O número de mulheres atletas em academias e clubes tem aumentado consideravelmente.
Há trabalhos que indicam um crescimento de 600% na participação feminina em esportes.
No entanto, todos sabem que malhar desordenadamente ou praticar esportes sem o devido acompanhamento médico traz riscos a qualquer pessoa.
No organismo feminino, então, as consequências são ainda maiores. As doenças mais freqüentes entre as atletas são a osteoporose (enfraquecimento ósseo), amenorréia (distúrbios da menstruação) e transtornos alimentares, como anorexia e bulimia. O conjunto desses sintomas compõe uma síndrome conhecida na medicina esportiva como Tríade da Mulher Atleta.
O médico fisiologista da Universidade Federal de São Paulo Turíbio Leite de Barros Neto afirma que a doença é pouco conhecida pelos clínicos, de maneira geral, por isso a importância do conhecimento dos sintomas é fundamental para o tratamento.

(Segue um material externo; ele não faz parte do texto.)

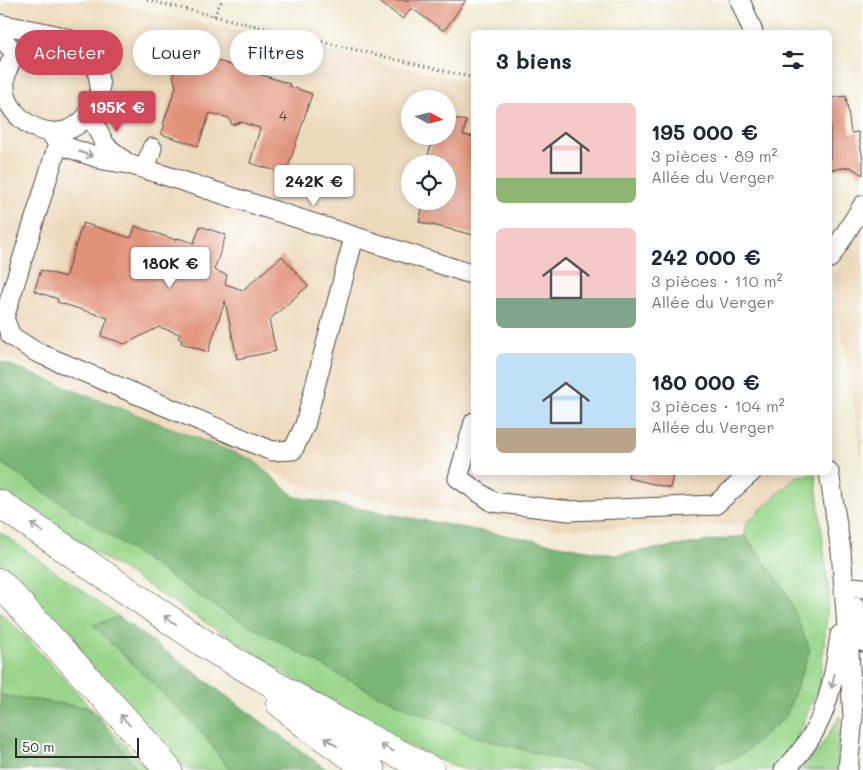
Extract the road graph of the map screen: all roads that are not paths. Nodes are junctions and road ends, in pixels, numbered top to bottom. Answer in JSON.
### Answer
{"nodes":[{"id":1,"x":740,"y":0,"type":"edge"},
{"id":2,"x":0,"y":24,"type":"edge"},
{"id":3,"x":27,"y":30,"type":"edge"},
{"id":4,"x":752,"y":30,"type":"edge"},
{"id":5,"x":0,"y":36,"type":"edge"},
{"id":6,"x":15,"y":53,"type":"joint"},
{"id":7,"x":98,"y":75,"type":"edge"},
{"id":8,"x":2,"y":88,"type":"edge"},
{"id":9,"x":89,"y":112,"type":"junction"},
{"id":10,"x":54,"y":138,"type":"junction"},
{"id":11,"x":152,"y":148,"type":"dead end"},
{"id":12,"x":137,"y":167,"type":"junction"},
{"id":13,"x":863,"y":205,"type":"edge"},
{"id":14,"x":354,"y":237,"type":"junction"},
{"id":15,"x":832,"y":252,"type":"edge"},
{"id":16,"x":471,"y":274,"type":"edge"},
{"id":17,"x":471,"y":432,"type":"edge"},
{"id":18,"x":749,"y":475,"type":"edge"},
{"id":19,"x":829,"y":475,"type":"edge"},
{"id":20,"x":0,"y":504,"type":"edge"},
{"id":21,"x":0,"y":583,"type":"edge"},
{"id":22,"x":853,"y":591,"type":"edge"},
{"id":23,"x":862,"y":635,"type":"edge"},
{"id":24,"x":211,"y":648,"type":"junction"},
{"id":25,"x":168,"y":770,"type":"edge"},
{"id":26,"x":371,"y":770,"type":"edge"},
{"id":27,"x":430,"y":770,"type":"edge"},
{"id":28,"x":784,"y":770,"type":"edge"},
{"id":29,"x":848,"y":770,"type":"edge"}],
"edges":[{"from":1,"to":4,"type":"street"},
{"from":2,"to":3,"type":"street"},
{"from":5,"to":6,"type":"street"},
{"from":6,"to":8,"type":"street"},
{"from":7,"to":9,"type":"street"},
{"from":8,"to":10,"type":"street"},
{"from":9,"to":10,"type":"street"},
{"from":9,"to":12,"type":"street"},
{"from":10,"to":12,"type":"street","one_way":true},
{"from":10,"to":14,"type":"street"},
{"from":11,"to":12,"type":"street"},
{"from":12,"to":14,"type":"street"},
{"from":13,"to":15,"type":"street"},
{"from":14,"to":16,"type":"street"},
{"from":17,"to":18,"type":"street"},
{"from":19,"to":22,"type":"street"},
{"from":24,"to":20,"type":"highway","one_way":true},
{"from":25,"to":21,"type":"highway","one_way":true},
{"from":22,"to":23,"type":"street"},
{"from":22,"to":28,"type":"street","one_way":true},
{"from":22,"to":29,"type":"street"},
{"from":26,"to":24,"type":"highway","one_way":true},
{"from":27,"to":24,"type":"highway","one_way":true}]}
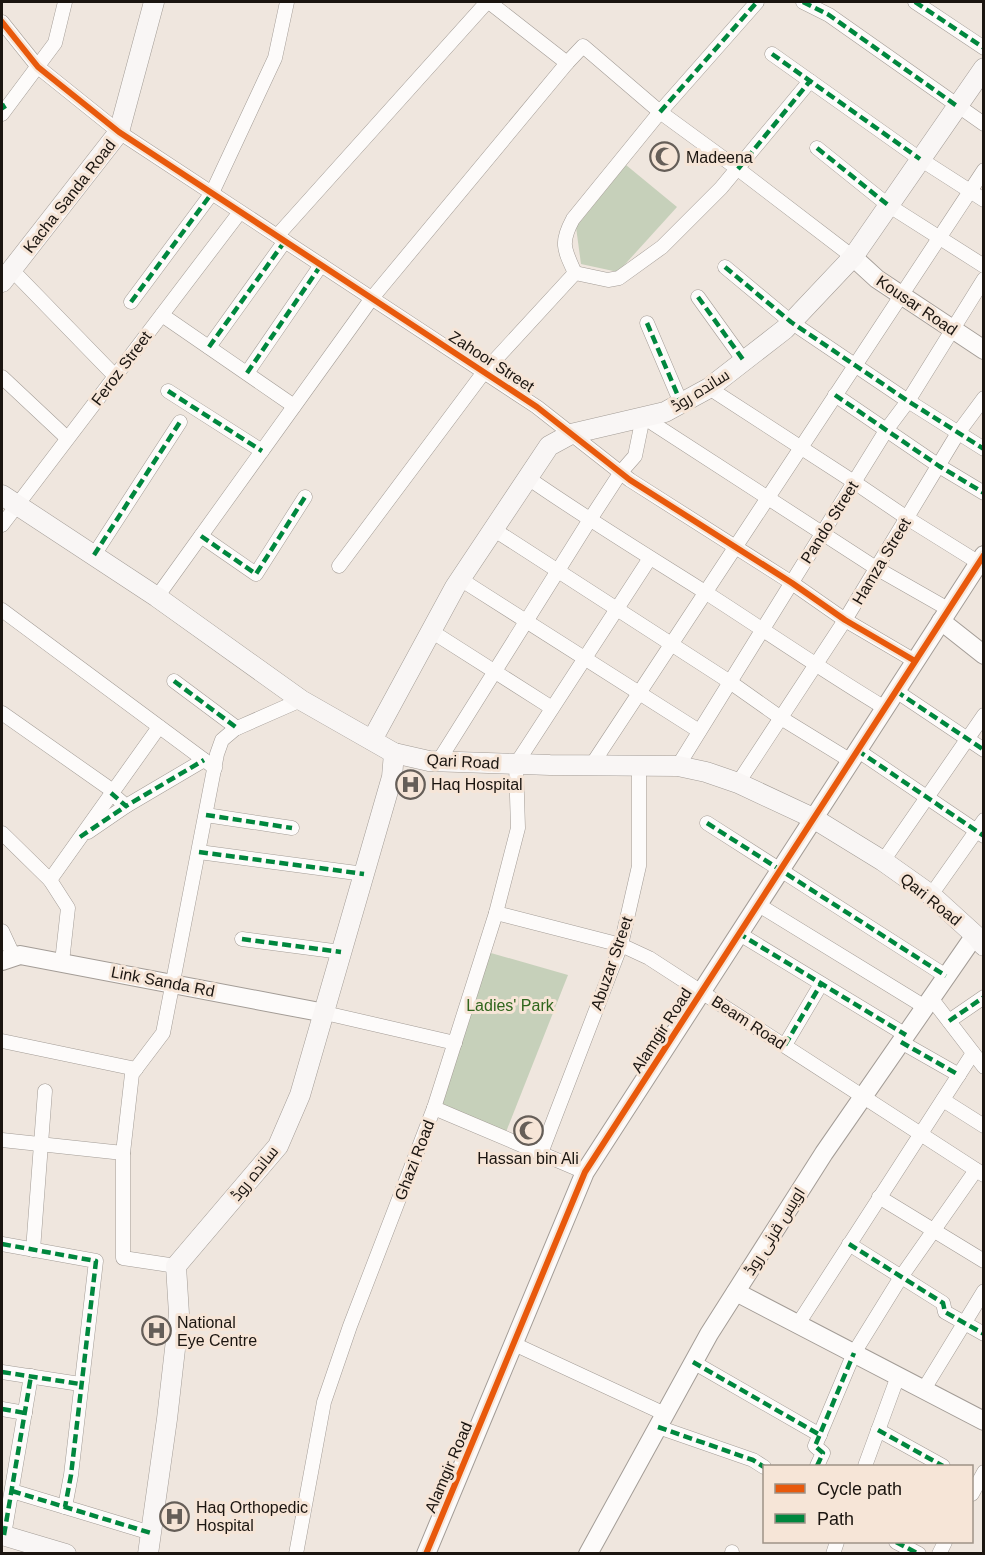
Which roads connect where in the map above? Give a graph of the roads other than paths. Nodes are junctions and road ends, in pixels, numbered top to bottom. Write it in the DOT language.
graph roads {
  1 [pos="65,2"];
  2 [pos="154,2"];
  3 [pos="287,2"];
  4 [pos="488,2"];
  5 [pos="757,2"];
  6 [pos="803,2"];
  7 [pos="915,2"];
  8 [pos="2,22"];
  9 [pos="984,48"];
  10 [pos="772,54"];
  11 [pos="567,63"];
  12 [pos="38,67"];
  13 [pos="984,68"];
  14 [pos="810,81"];
  15 [pos="957,106"];
  16 [pos="3,109"];
  17 [pos="660,112"];
  18 [pos="984,124"];
  19 [pos="119,132"];
  20 [pos="818,148"];
  21 [pos="920,159"];
  22 [pos="738,168"];
  23 [pos="984,170"];
  24 [pos="970,191"];
  25 [pos="212,193"];
  26 [pos="984,200"];
  27 [pos="888,204"];
  28 [pos="240,212"];
  29 [pos="939,237"];
  30 [pos="281,239"];
  31 [pos="853,257"];
  32 [pos="321,265"];
  33 [pos="984,266"];
  34 [pos="725,267"];
  35 [pos="575,273"];
  36 [pos="7,276"];
  37 [pos="984,279"];
  38 [pos="901,295"];
  39 [pos="698,297"];
  40 [pos="372,298"];
  41 [pos="131,302"];
  42 [pos="162,315"];
  43 [pos="791,322"];
  44 [pos="647,323"];
  45 [pos="952,329"];
  46 [pos="209,347"];
  47 [pos="984,350"];
  48 [pos="744,361"];
  49 [pos="855,364"];
  50 [pos="484,372"];
  51 [pos="247,373"];
  52 [pos="115,376"];
  53 [pos="2,377"];
  54 [pos="709,388"];
  55 [pos="168,391"];
  56 [pos="835,394"];
  57 [pos="984,398"];
  58 [pos="908,401"];
  59 [pos="681,403"];
  60 [pos="294,406"];
  61 [pos="643,417"];
  62 [pos="180,422"];
  63 [pos="887,429"];
  64 [pos="958,433"];
  65 [pos="571,434"];
  66 [pos="68,438"];
  67 [pos="800,447"];
  68 [pos="984,449"];
  69 [pos="262,451"];
  70 [pos="939,466"];
  71 [pos="621,472"];
  72 [pos="528,478"];
  73 [pos="854,482"];
  74 [pos="984,493"];
  75 [pos="305,497"];
  76 [pos="767,498"];
  77 [pos="9,500"];
  78 [pos="907,518"];
  79 [pos="590,521"];
  80 [pos="2,525"];
  81 [pos="493,530"];
  82 [pos="823,532"];
  83 [pos="201,536"];
  84 [pos="735,546"];
  85 [pos="94,555"];
  86 [pos="650,558"];
  87 [pos="982,561"];
  88 [pos="339,566"];
  89 [pos="876,568"];
  90 [pos="558,571"];
  91 [pos="460,579"];
  92 [pos="792,583"];
  93 [pos="705,592"];
  94 [pos="157,597"];
  95 [pos="617,609"];
  96 [pos="2,610"];
  97 [pos="944,615"];
  98 [pos="845,620"];
  99 [pos="526,621"];
  100 [pos="763,629"];
  101 [pos="431,631"];
  102 [pos="671,644"];
  103 [pos="984,655"];
  104 [pos="585,658"];
  105 [pos="915,661"];
  106 [pos="815,666"];
  107 [pos="495,672"];
  108 [pos="174,681"];
  109 [pos="730,682"];
  110 [pos="896,690"];
  111 [pos="639,693"];
  112 [pos="301,699"];
  113 [pos="552,708"];
  114 [pos="885,708"];
  115 [pos="2,713"];
  116 [pos="984,715"];
  117 [pos="781,718"];
  118 [pos="159,727"];
  119 [pos="237,728"];
  120 [pos="699,731"];
  121 [pos="967,739"];
  122 [pos="372,740"];
  123 [pos="984,750"];
  124 [pos="394,753"];
  125 [pos="854,755"];
  126 [pos="438,762"];
  127 [pos="209,764"];
  128 [pos="516,764"];
  129 [pos="591,765"];
  130 [pos="639,766"];
  131 [pos="678,766"];
  132 [pos="738,783"];
  133 [pos="112,792"];
  134 [pos="927,797"];
  135 [pos="126,806"];
  136 [pos="206,814"];
  137 [pos="813,818"];
  138 [pos="707,823"];
  139 [pos="292,828"];
  140 [pos="981,829"];
  141 [pos="80,837"];
  142 [pos="5,842"];
  143 [pos="199,852"];
  144 [pos="883,861"];
  145 [pos="780,870"];
  146 [pos="364,874"];
  147 [pos="50,880"];
  148 [pos="931,895"];
  149 [pos="758,904"];
  150 [pos="496,913"];
  151 [pos="2,931"];
  152 [pos="738,933"];
  153 [pos="981,935"];
  154 [pos="242,939"];
  155 [pos="621,945"];
  156 [pos="341,952"];
  157 [pos="8,959"];
  158 [pos="62,962"];
  159 [pos="946,976"];
  160 [pos="174,983"];
  161 [pos="821,984"];
  162 [pos="702,991"];
  163 [pos="984,997"];
  164 [pos="928,1002"];
  165 [pos="325,1013"];
  166 [pos="949,1021"];
  167 [pos="903,1038"];
  168 [pos="2,1041"];
  169 [pos="454,1042"];
  170 [pos="785,1045"];
  171 [pos="973,1053"];
  172 [pos="984,1067"];
  173 [pos="136,1069"];
  174 [pos="959,1075"];
  175 [pos="45,1091"];
  176 [pos="862,1098"];
  177 [pos="943,1100"];
  178 [pos="434,1108"];
  179 [pos="984,1126"];
  180 [pos="919,1134"];
  181 [pos="2,1140"];
  182 [pos="41,1144"];
  183 [pos="123,1153"];
  184 [pos="541,1153"];
  185 [pos="585,1172"];
  186 [pos="980,1173"];
  187 [pos="879,1197"];
  188 [pos="934,1230"];
  189 [pos="2,1244"];
  190 [pos="849,1244"];
  191 [pos="33,1250"];
  192 [pos="984,1261"];
  193 [pos="176,1266"];
  194 [pos="901,1277"];
  195 [pos="984,1291"];
  196 [pos="736,1292"];
  197 [pos="965,1323"];
  198 [pos="798,1324"];
  199 [pos="984,1334"];
  200 [pos="514,1344"];
  201 [pos="854,1353"];
  202 [pos="693,1362"];
  203 [pos="2,1372"];
  204 [pos="31,1376"];
  205 [pos="898,1376"];
  206 [pos="80,1384"];
  207 [pos="924,1389"];
  208 [pos="2,1409"];
  209 [pos="25,1413"];
  210 [pos="661,1420"];
  211 [pos="984,1421"];
  212 [pos="878,1430"];
  213 [pos="820,1435"];
  214 [pos="818,1465"];
  215 [pos="866,1465"];
  216 [pos="939,1465"];
  217 [pos="763,1466"];
  218 [pos="984,1472"];
  219 [pos="12,1491"];
  220 [pos="973,1492"];
  221 [pos="65,1507"];
  222 [pos="151,1533"];
  223 [pos="3,1535"];
  224 [pos="898,1543"];
  225 [pos="66,1554"];
  226 [pos="148,1554"];
  227 [pos="297,1554"];
  228 [pos="426,1554"];
  229 [pos="588,1554"];
  230 [pos="919,1554"];
  1 -- 12 [label="street"];
  2 -- 19 [label="main road, Kacha Sanda Road"];
  3 -- 25 [label="street"];
  4 -- 11 [label="street"];
  4 -- 30 [label="street"];
  5 -- 17 [label="street"];
  6 -- 15 [label="street"];
  7 -- 9 [label="street"];
  8 -- 12 [label="street, Zahoor Street"];
  10 -- 14 [label="street"];
  11 -- 17 [label="street"];
  11 -- 40 [label="street"];
  12 -- 16 [label="street"];
  12 -- 19 [label="street, Zahoor Street"];
  13 -- 15 [label="main road, ساندہ روڈ"];
  14 -- 21 [label="street"];
  14 -- 22 [label="street"];
  15 -- 18 [label="street"];
  15 -- 21 [label="main road, ساندہ روڈ"];
  17 -- 22 [label="street"];
  17 -- 35 [label="street"];
  19 -- 25 [label="street, Zahoor Street"];
  19 -- 36 [label="main road, Kacha Sanda Road"];
  20 -- 27 [label="street"];
  21 -- 24 [label="street"];
  21 -- 27 [label="main road, ساندہ روڈ"];
  22 -- 31 [label="street"];
  22 -- 35 [label="street"];
  23 -- 24 [label="street"];
  24 -- 26 [label="street"];
  24 -- 29 [label="street"];
  25 -- 28 [label="street, Zahoor Street"];
  25 -- 41 [label="street"];
  27 -- 29 [label="street"];
  27 -- 31 [label="main road, ساندہ روڈ"];
  28 -- 30 [label="street, Zahoor Street"];
  28 -- 42 [label="street, Feroz Street"];
  29 -- 33 [label="street"];
  29 -- 38 [label="street"];
  30 -- 32 [label="street, Zahoor Street"];
  30 -- 46 [label="street"];
  31 -- 38 [label="street, Kousar Road"];
  31 -- 43 [label="main road, ساندہ روڈ"];
  32 -- 40 [label="street, Zahoor Street"];
  32 -- 51 [label="street"];
  34 -- 43 [label="street"];
  35 -- 50 [label="street"];
  36 -- 52 [label="street"];
  37 -- 45 [label="street, Pando Street"];
  38 -- 45 [label="street, Kousar Road"];
  38 -- 49 [label="street"];
  39 -- 48 [label="street"];
  40 -- 50 [label="street, Zahoor Street"];
  40 -- 60 [label="street"];
  42 -- 46 [label="street"];
  42 -- 52 [label="street, Feroz Street"];
  43 -- 48 [label="main road, ساندہ روڈ"];
  43 -- 49 [label="street"];
  44 -- 59 [label="street"];
  45 -- 47 [label="street, Kousar Road"];
  45 -- 58 [label="street, Pando Street"];
  46 -- 51 [label="street"];
  48 -- 54 [label="main road, ساندہ روڈ"];
  49 -- 56 [label="street"];
  49 -- 58 [label="street"];
  50 -- 65 [label="street, Zahoor Street"];
  50 -- 88 [label="street"];
  51 -- 60 [label="street"];
  52 -- 66 [label="street, Feroz Street"];
  53 -- 66 [label="street"];
  54 -- 59 [label="main road, ساندہ روڈ"];
  54 -- 67 [label="street"];
  55 -- 69 [label="street"];
  56 -- 63 [label="street"];
  56 -- 67 [label="street"];
  57 -- 64 [label="street, Hamza Street"];
  58 -- 63 [label="street, Pando Street"];
  58 -- 64 [label="street"];
  59 -- 61 [label="main road, ساندہ روڈ"];
  60 -- 69 [label="street"];
  61 -- 65 [label="main road, ساندہ روڈ"];
  61 -- 71 [label="street"];
  61 -- 76 [label="street"];
  62 -- 85 [label="street"];
  63 -- 70 [label="street"];
  63 -- 73 [label="street, Pando Street"];
  64 -- 68 [label="street"];
  64 -- 70 [label="street, Hamza Street"];
  65 -- 71 [label="street, Zahoor Street"];
  65 -- 72 [label="main road, ساندہ روڈ"];
  66 -- 77 [label="street, Feroz Street"];
  67 -- 73 [label="street"];
  67 -- 76 [label="street"];
  69 -- 83 [label="street"];
  70 -- 74 [label="street"];
  70 -- 78 [label="street, Hamza Street"];
  71 -- 79 [label="street"];
  71 -- 84 [label="street, Zahoor Street"];
  72 -- 79 [label="street"];
  72 -- 81 [label="main road, ساندہ روڈ"];
  73 -- 78 [label="street"];
  73 -- 82 [label="street, Pando Street"];
  75 -- 83 [label="street"];
  76 -- 82 [label="street"];
  76 -- 84 [label="street"];
  77 -- 80 [label="street, Feroz Street"];
  77 -- 85 [label="main road, Qari Road"];
  78 -- 87 [label="street"];
  78 -- 89 [label="street, Hamza Street"];
  79 -- 86 [label="street"];
  79 -- 90 [label="street"];
  81 -- 90 [label="street"];
  81 -- 91 [label="main road, ساندہ روڈ"];
  82 -- 89 [label="street"];
  82 -- 92 [label="street, Pando Street"];
  83 -- 94 [label="street"];
  84 -- 92 [label="street, Zahoor Street"];
  84 -- 93 [label="street"];
  85 -- 94 [label="main road, Qari Road"];
  86 -- 93 [label="street"];
  86 -- 95 [label="street"];
  87 -- 97 [label="street, Alamgir Road"];
  89 -- 97 [label="street"];
  89 -- 98 [label="street, Hamza Street"];
  90 -- 95 [label="street"];
  90 -- 99 [label="street"];
  91 -- 99 [label="street"];
  91 -- 101 [label="main road, ساندہ روڈ"];
  92 -- 98 [label="street, Zahoor Street"];
  92 -- 100 [label="street, Pando Street"];
  93 -- 100 [label="street"];
  93 -- 102 [label="street"];
  94 -- 112 [label="main road, Qari Road"];
  95 -- 102 [label="street"];
  95 -- 104 [label="street"];
  96 -- 118 [label="street"];
  97 -- 103 [label="street"];
  97 -- 105 [label="street, Alamgir Road"];
  98 -- 105 [label="street, Zahoor Street"];
  98 -- 106 [label="street, Hamza Street"];
  99 -- 104 [label="street"];
  99 -- 107 [label="street"];
  100 -- 106 [label="street"];
  100 -- 109 [label="street, Pando Street"];
  101 -- 107 [label="street"];
  101 -- 122 [label="main road, ساندہ روڈ"];
  102 -- 109 [label="street"];
  102 -- 111 [label="street"];
  104 -- 111 [label="street"];
  104 -- 113 [label="street"];
  105 -- 110 [label="street, Alamgir Road"];
  106 -- 114 [label="street"];
  106 -- 117 [label="street, Hamza Street"];
  107 -- 113 [label="street"];
  107 -- 126 [label="street"];
  108 -- 119 [label="street"];
  109 -- 117 [label="street"];
  109 -- 120 [label="street, Pando Street"];
  110 -- 114 [label="street, Alamgir Road"];
  110 -- 121 [label="street"];
  111 -- 120 [label="street"];
  111 -- 129 [label="street"];
  112 -- 119 [label="street"];
  112 -- 122 [label="main road, Qari Road"];
  113 -- 128 [label="street"];
  114 -- 125 [label="street, Alamgir Road"];
  115 -- 133 [label="street"];
  116 -- 121 [label="street"];
  117 -- 125 [label="street"];
  117 -- 132 [label="street, Hamza Street"];
  118 -- 127 [label="street"];
  118 -- 133 [label="street"];
  119 -- 127 [label="street"];
  120 -- 131 [label="street, Pando Street"];
  121 -- 123 [label="street"];
  121 -- 134 [label="street"];
  122 -- 124 [label="main road, Qari Road"];
  124 -- 126 [label="main road, Qari Road"];
  124 -- 146 [label="main road, ساندہ روڈ"];
  125 -- 134 [label="street"];
  125 -- 137 [label="street, Alamgir Road"];
  126 -- 128 [label="main road, Qari Road"];
  127 -- 135 [label="street"];
  127 -- 136 [label="street"];
  128 -- 129 [label="main road, Qari Road"];
  128 -- 150 [label="street, Ghazi Road"];
  129 -- 130 [label="main road, Qari Road"];
  130 -- 131 [label="main road, Qari Road"];
  130 -- 155 [label="street, Abuzar Street"];
  131 -- 132 [label="main road, Qari Road"];
  132 -- 137 [label="main road, Qari Road"];
  133 -- 135 [label="street"];
  133 -- 141 [label="street"];
  134 -- 140 [label="street"];
  134 -- 144 [label="street"];
  135 -- 141 [label="street"];
  136 -- 139 [label="street"];
  136 -- 143 [label="street"];
  137 -- 144 [label="main road, Qari Road"];
  137 -- 145 [label="street, Alamgir Road"];
  138 -- 145 [label="street"];
  140 -- 148 [label="street"];
  141 -- 147 [label="street"];
  142 -- 147 [label="street"];
  143 -- 146 [label="street"];
  143 -- 160 [label="street"];
  144 -- 148 [label="main road, Qari Road"];
  145 -- 149 [label="street, Alamgir Road"];
  145 -- 159 [label="street"];
  146 -- 156 [label="main road, ساندہ روڈ"];
  147 -- 158 [label="street"];
  148 -- 153 [label="main road, Qari Road"];
  149 -- 152 [label="street, Alamgir Road"];
  149 -- 164 [label="street"];
  150 -- 155 [label="street, Beam Road"];
  150 -- 169 [label="street, Ghazi Road"];
  151 -- 157 [label="street"];
  152 -- 161 [label="street"];
  152 -- 162 [label="street, Alamgir Road"];
  153 -- 159 [label="street, اویس قرنی روڈ"];
  154 -- 156 [label="street"];
  155 -- 162 [label="street, Beam Road"];
  155 -- 184 [label="street, Abuzar Street"];
  156 -- 165 [label="main road, ساندہ روڈ"];
  157 -- 158 [label="street, Link Sanda Rd"];
  158 -- 160 [label="street, Link Sanda Rd"];
  159 -- 164 [label="street, اویس قرنی روڈ"];
  160 -- 165 [label="street, Link Sanda Rd"];
  160 -- 173 [label="street"];
  161 -- 167 [label="street"];
  161 -- 170 [label="street"];
  162 -- 170 [label="street, Beam Road"];
  162 -- 185 [label="street, Alamgir Road"];
  163 -- 166 [label="street"];
  164 -- 166 [label="street"];
  164 -- 167 [label="street, اویس قرنی روڈ"];
  165 -- 169 [label="street"];
  165 -- 193 [label="main road, ساندہ روڈ"];
  166 -- 171 [label="street"];
  167 -- 174 [label="street"];
  167 -- 176 [label="street, اویس قرنی روڈ"];
  168 -- 173 [label="street"];
  169 -- 178 [label="street, Ghazi Road"];
  170 -- 176 [label="street, Beam Road"];
  171 -- 172 [label="street"];
  171 -- 174 [label="street"];
  173 -- 183 [label="street"];
  174 -- 177 [label="street"];
  175 -- 182 [label="street"];
  176 -- 180 [label="street, Beam Road"];
  176 -- 196 [label="street, اویس قرنی روڈ"];
  177 -- 179 [label="street"];
  177 -- 180 [label="street"];
  178 -- 184 [label="street"];
  178 -- 227 [label="street, Ghazi Road"];
  180 -- 186 [label="street, Beam Road"];
  180 -- 187 [label="street"];
  181 -- 182 [label="street"];
  182 -- 183 [label="street"];
  182 -- 191 [label="street"];
  183 -- 193 [label="street"];
  184 -- 185 [label="street"];
  185 -- 200 [label="street, Alamgir Road"];
  186 -- 188 [label="street"];
  187 -- 188 [label="street"];
  187 -- 190 [label="street"];
  188 -- 192 [label="street"];
  188 -- 194 [label="street"];
  189 -- 191 [label="street"];
  190 -- 194 [label="street"];
  190 -- 198 [label="street"];
  191 -- 206 [label="street"];
  193 -- 222 [label="main road"];
  194 -- 197 [label="street"];
  194 -- 201 [label="street"];
  195 -- 197 [label="street"];
  196 -- 198 [label="street"];
  196 -- 202 [label="street, اویس قرنی روڈ"];
  197 -- 199 [label="street"];
  197 -- 207 [label="street"];
  198 -- 201 [label="street"];
  200 -- 210 [label="street"];
  200 -- 228 [label="street, Alamgir Road"];
  201 -- 205 [label="street"];
  201 -- 213 [label="street"];
  202 -- 210 [label="street, اویس قرنی روڈ"];
  202 -- 213 [label="street"];
  203 -- 204 [label="street"];
  204 -- 206 [label="street"];
  204 -- 209 [label="street"];
  205 -- 207 [label="street"];
  205 -- 212 [label="street"];
  206 -- 221 [label="street"];
  207 -- 211 [label="street"];
  208 -- 209 [label="street"];
  209 -- 219 [label="street"];
  210 -- 217 [label="street"];
  210 -- 229 [label="street, اویس قرنی روڈ"];
  212 -- 215 [label="street"];
  212 -- 216 [label="street"];
  213 -- 214 [label="street"];
  218 -- 220 [label="street"];
  219 -- 221 [label="street"];
  219 -- 223 [label="street"];
  221 -- 222 [label="street"];
  222 -- 226 [label="main road"];
  223 -- 225 [label="main road"];
  224 -- 230 [label="street"];
}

“Os distúrbios atingem não só as profissionais esportistas, mas principalmente as freqüentadoras de academias de ginástica que não têm um acompanhamento médico e nutricional”, conclui o especialista.
Fatores psicológicos
Diversos aspectos relacionados ao ambiente esportivo podem ser responsáveis pelo surgimento ou pelo desenvolvimento de dessas doenças em atletas predispostas.
“Os fatores psicológicos relacionados com a prática de uma determinada modalidade também contribuem par o surgimento dessas doenças”, reconhece o mestre em ciências biomédicas Hélio Antônio Correa de Souza.
As cobranças exercidas pelos treinadores, patrocinadores e familiares também são muito grandes. Os treinos e os níveis de rendimento esportivo exigidos muitas vezes são muito elevados, obrigando as atletas a treinarem muitas horas por dia, praticamente durante todos os dias da semana.
O médico Marcelo Leitão, da Sociedade Brasileira de Medicina do Esporte, explica que a prática de atividade física regular e sem excessos, associada à alimentação adequada, não interfere na função hormonal e constitui um importante instrumento para ganho de massa óssea, capaz de prevenir a osteoporose.
Valorizar os sintomas
“A prevenção e o tratamento desses distúrbios passa pela redução das cargas de treinamento e pelo aumento da ingestão calórica diária das atletas”, garante Hélio de Souza.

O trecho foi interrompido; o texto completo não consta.